Plants have used a number of methods to adapt to low water supplies. Some have developed deep or wide root systems, allowing them to find and take in water from large areas.
Other plant species survive by having short life cycles. These plants have seeds that can germinate, grow and reproduce within small windows of time, whenever necessary water is available.
Some plants prevent evaporation and sun scorch by having a waxy covering over their surfaces. Others can store water for later use. Still others have tiny leaves or very narrow leaves in order to curtail loss of water.
There are even some species that can lose high amounts of water, enduring long periods in which there is little or no growth.

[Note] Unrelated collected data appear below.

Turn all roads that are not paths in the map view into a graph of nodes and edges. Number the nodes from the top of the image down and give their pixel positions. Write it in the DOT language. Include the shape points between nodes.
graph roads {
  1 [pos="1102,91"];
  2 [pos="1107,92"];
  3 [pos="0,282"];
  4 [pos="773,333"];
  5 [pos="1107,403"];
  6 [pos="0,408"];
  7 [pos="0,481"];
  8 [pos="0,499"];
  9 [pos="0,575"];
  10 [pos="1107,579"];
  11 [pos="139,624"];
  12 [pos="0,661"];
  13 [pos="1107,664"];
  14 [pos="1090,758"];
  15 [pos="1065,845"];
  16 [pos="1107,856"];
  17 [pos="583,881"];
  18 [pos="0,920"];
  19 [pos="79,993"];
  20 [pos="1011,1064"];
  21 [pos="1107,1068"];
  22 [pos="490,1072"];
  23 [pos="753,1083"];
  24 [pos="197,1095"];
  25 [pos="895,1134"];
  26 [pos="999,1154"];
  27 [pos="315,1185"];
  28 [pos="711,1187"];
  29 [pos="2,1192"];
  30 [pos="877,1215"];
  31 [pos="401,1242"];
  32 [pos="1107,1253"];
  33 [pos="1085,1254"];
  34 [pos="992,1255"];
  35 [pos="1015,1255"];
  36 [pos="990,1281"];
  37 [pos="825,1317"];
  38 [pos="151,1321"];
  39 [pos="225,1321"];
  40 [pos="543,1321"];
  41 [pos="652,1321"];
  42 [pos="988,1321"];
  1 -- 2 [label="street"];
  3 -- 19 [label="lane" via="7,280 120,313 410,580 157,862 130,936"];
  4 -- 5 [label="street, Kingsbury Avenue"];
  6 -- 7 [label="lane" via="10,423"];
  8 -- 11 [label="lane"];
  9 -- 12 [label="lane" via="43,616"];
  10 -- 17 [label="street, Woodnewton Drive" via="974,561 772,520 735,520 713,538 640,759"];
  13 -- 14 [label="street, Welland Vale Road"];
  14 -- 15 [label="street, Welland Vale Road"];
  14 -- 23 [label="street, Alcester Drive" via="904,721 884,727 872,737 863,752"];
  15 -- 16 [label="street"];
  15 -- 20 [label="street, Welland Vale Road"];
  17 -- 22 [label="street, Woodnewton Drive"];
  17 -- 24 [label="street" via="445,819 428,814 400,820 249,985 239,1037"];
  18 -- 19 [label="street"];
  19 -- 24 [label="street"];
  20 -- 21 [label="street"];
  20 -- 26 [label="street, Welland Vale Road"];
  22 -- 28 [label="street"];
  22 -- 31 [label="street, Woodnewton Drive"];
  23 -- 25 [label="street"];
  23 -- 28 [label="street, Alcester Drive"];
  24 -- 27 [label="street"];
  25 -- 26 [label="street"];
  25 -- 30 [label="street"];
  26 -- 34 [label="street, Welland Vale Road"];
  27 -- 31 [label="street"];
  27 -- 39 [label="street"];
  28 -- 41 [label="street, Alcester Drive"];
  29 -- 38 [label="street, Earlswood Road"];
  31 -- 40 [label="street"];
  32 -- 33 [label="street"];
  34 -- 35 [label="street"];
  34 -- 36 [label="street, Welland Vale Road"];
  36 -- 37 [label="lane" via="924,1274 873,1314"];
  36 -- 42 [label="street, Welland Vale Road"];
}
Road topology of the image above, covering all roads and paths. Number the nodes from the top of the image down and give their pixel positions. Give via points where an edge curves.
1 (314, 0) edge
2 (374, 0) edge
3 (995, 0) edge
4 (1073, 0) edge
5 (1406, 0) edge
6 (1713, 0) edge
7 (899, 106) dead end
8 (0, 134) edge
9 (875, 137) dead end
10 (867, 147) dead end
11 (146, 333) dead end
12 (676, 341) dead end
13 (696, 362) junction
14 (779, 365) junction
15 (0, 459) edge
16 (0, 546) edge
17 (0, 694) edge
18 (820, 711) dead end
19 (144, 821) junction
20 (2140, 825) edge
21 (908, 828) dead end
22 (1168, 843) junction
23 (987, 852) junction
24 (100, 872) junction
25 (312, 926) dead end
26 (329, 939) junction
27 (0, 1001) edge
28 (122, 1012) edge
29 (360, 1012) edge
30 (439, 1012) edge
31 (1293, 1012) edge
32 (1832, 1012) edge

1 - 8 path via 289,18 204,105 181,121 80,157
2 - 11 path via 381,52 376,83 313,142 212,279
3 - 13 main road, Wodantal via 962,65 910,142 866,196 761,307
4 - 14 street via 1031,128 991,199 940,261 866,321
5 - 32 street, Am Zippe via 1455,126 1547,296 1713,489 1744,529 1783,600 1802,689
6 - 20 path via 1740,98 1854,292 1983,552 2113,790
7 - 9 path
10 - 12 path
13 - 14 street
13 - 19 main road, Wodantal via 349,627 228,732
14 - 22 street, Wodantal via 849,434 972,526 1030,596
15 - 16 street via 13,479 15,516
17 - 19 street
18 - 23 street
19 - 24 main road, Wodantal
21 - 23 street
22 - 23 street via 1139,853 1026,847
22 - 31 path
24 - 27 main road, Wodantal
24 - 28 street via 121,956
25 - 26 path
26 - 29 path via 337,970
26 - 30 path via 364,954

Alternatively, they may dry up to the point where they appear dead, but are not. In addition, in deserts and arid regions, there are plants which include a number of adaptations. Even edible plants native to arid and desert regions can have some or all of these characteristics.
For non-native plants, or plants that need more moisture, rainfall or snowfall may not be of much help. First, the amount might not be enough to adequately water the soil. Also, as many desert gardeners know, much arid and desert soil is so porous that it cannot hold water.
Some plants have adapted so well to finding and using scarce available water that they actually take it from less well-adapted plants, particularly non-native plants. Particularly susceptible are landscape plants that are not adapted to arid areas.
Quality of water is also a problem in desert gardens. Water from some aquifers is too saline or so high in other minerals that make it impossible to drink or to use for plant irrigation. Irrigating with water high in minerals may lead to salt accumulation in the soil, and raise the alkalinity of the soil. That in turn inhibits growth and may even kill plants.
Moreover, salt in the soil, once it binds with other molecules in the soil, is nearly impossible to remove.
In desert gardening, one of the most important steps is to manage water properly. Managing water means getting it, conserving it, using it well and efficiently and, to paraphrase the physician’s oath, do no harm to the soil.